▶ _Directions for this task_
Check every line of the records below for the string "Азовська" and copy the ones that have it.

(Collected data)

□ □ □ □

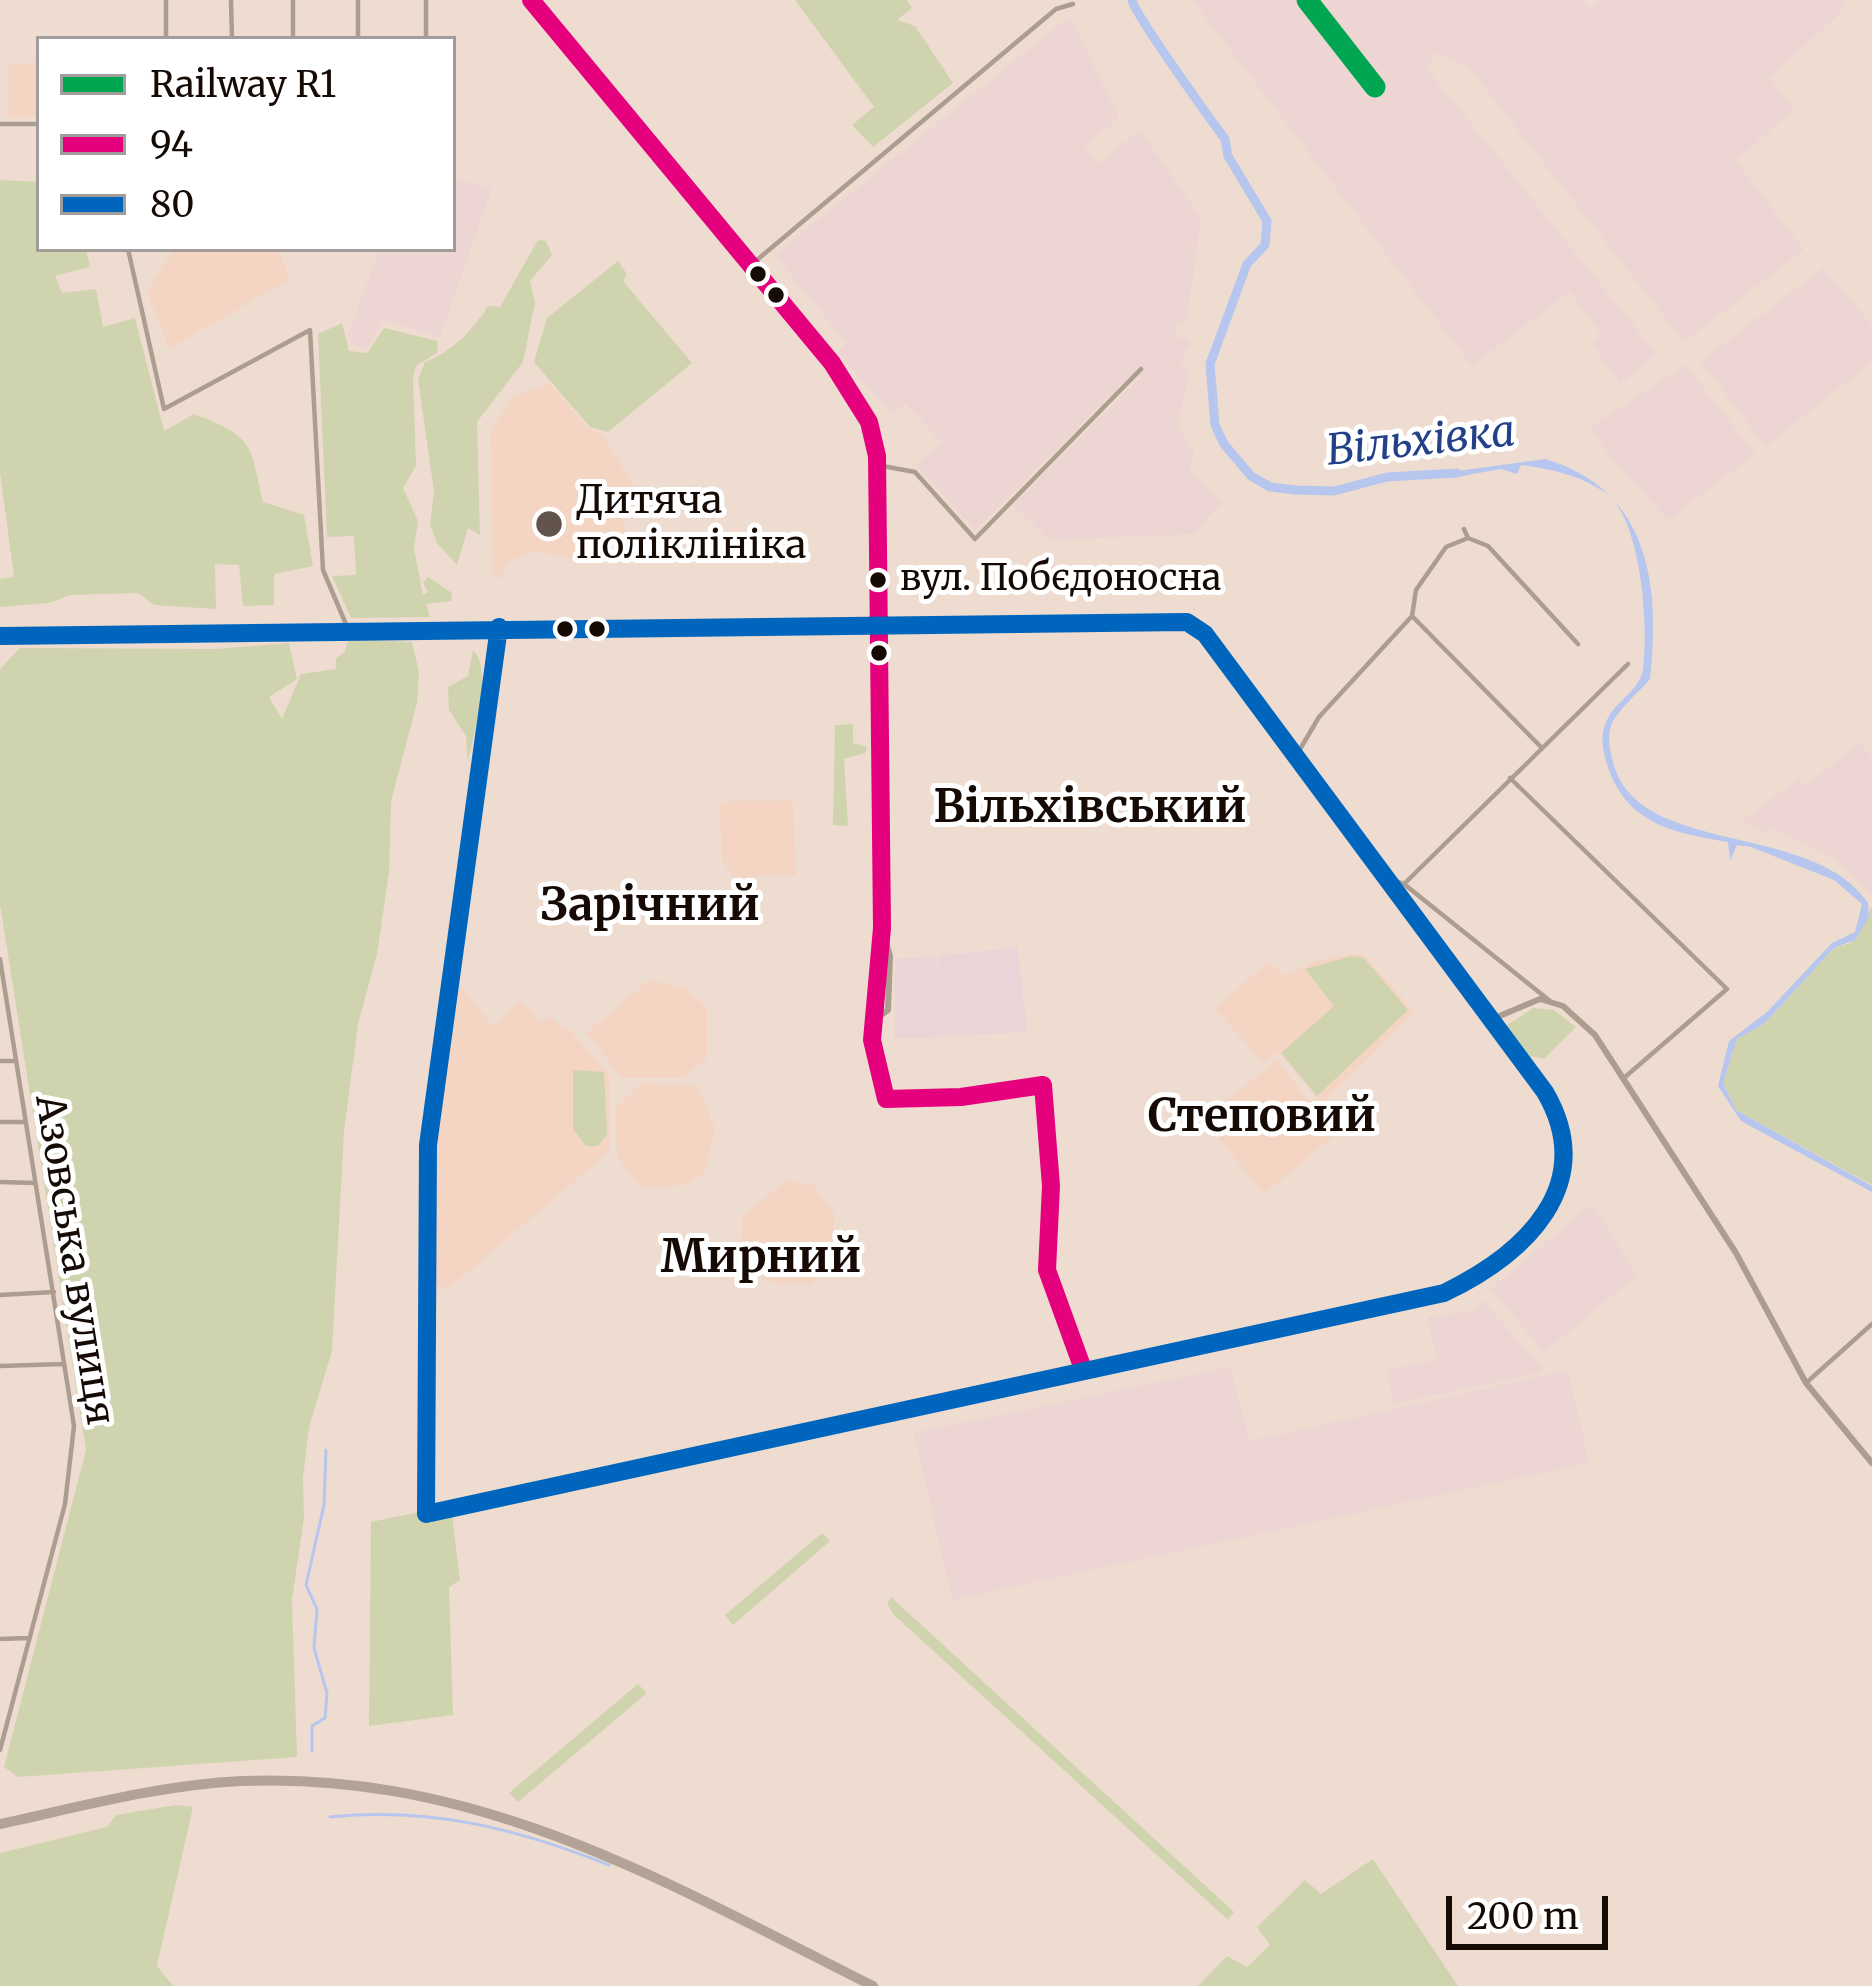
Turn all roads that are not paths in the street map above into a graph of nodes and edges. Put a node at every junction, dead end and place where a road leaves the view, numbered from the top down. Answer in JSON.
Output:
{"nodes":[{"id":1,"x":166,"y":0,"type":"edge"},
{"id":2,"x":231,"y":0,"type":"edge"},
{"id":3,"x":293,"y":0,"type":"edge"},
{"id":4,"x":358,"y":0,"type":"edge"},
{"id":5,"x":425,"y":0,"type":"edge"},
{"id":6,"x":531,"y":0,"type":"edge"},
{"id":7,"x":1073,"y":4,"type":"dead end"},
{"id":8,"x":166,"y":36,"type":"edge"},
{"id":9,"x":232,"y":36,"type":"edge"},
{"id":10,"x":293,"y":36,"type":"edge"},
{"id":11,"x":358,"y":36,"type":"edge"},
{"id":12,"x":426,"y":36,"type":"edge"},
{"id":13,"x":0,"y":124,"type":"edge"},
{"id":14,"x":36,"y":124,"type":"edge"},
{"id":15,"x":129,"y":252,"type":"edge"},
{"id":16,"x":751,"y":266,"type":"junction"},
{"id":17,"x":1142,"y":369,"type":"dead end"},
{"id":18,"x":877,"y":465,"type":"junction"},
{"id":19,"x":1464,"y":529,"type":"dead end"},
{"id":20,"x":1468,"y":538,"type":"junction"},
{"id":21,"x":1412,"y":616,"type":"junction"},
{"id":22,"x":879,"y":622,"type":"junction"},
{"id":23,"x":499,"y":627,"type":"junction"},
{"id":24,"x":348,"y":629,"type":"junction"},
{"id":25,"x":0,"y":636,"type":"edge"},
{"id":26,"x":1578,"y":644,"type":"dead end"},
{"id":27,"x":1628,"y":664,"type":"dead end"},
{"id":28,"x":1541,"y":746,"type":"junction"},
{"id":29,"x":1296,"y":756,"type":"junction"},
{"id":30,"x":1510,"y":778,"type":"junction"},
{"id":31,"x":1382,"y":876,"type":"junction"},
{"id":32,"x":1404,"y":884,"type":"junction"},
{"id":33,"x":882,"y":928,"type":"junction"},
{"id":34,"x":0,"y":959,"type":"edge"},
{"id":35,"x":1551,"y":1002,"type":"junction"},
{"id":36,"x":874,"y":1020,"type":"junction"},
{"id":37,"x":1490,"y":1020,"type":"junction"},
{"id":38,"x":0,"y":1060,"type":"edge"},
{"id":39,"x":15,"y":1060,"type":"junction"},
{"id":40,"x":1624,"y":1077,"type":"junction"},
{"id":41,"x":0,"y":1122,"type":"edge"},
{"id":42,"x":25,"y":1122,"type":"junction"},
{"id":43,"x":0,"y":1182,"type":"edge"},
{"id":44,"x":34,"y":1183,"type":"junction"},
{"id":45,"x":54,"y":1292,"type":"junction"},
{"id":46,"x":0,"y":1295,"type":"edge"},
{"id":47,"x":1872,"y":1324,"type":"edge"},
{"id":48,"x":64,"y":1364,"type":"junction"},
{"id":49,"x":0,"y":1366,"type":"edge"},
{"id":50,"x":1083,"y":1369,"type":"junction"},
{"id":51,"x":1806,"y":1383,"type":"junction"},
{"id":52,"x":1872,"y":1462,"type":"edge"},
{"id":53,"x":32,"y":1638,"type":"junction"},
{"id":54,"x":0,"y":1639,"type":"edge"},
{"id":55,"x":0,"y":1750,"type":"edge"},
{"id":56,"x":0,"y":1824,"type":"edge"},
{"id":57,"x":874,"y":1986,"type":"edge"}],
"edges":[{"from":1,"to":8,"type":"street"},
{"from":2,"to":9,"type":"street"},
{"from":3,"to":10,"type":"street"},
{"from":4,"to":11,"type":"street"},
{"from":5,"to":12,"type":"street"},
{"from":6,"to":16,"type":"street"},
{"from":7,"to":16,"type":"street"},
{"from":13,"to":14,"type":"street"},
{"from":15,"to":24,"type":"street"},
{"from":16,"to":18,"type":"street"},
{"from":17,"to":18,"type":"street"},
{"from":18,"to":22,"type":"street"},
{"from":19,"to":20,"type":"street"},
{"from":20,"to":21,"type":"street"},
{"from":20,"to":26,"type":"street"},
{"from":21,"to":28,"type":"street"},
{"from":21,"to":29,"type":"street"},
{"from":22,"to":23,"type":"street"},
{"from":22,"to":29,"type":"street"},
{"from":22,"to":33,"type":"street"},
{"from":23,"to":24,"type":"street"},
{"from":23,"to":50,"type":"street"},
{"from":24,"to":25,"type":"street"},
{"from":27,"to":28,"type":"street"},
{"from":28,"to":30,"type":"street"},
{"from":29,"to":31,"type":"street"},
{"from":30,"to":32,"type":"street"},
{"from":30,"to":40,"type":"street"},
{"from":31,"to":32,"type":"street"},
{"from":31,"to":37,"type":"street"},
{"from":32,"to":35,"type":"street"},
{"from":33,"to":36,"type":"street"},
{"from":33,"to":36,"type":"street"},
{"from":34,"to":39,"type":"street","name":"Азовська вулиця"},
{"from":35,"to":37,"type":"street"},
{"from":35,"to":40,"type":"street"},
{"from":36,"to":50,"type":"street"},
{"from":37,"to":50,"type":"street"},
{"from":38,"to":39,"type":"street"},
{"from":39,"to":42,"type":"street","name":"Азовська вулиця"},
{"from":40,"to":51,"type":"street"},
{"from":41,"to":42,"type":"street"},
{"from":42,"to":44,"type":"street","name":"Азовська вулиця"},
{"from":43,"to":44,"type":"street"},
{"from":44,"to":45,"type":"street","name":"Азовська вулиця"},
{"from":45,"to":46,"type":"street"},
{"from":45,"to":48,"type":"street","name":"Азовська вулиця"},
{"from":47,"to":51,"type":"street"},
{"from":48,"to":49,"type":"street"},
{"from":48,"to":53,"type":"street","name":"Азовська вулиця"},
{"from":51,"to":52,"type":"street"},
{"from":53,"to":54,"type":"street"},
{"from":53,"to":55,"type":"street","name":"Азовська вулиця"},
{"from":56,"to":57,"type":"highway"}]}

□ □ □ □

▶ _Result of the task_
{"from":34,"to":39,"type":"street","name":"Азовська вулиця"},
{"from":39,"to":42,"type":"street","name":"Азовська вулиця"},
{"from":42,"to":44,"type":"street","name":"Азовська вулиця"},
{"from":44,"to":45,"type":"street","name":"Азовська вулиця"},
{"from":45,"to":48,"type":"street","name":"Азовська вулиця"},
{"from":48,"to":53,"type":"street","name":"Азовська вулиця"},
{"from":53,"to":55,"type":"street","name":"Азовська вулиця"},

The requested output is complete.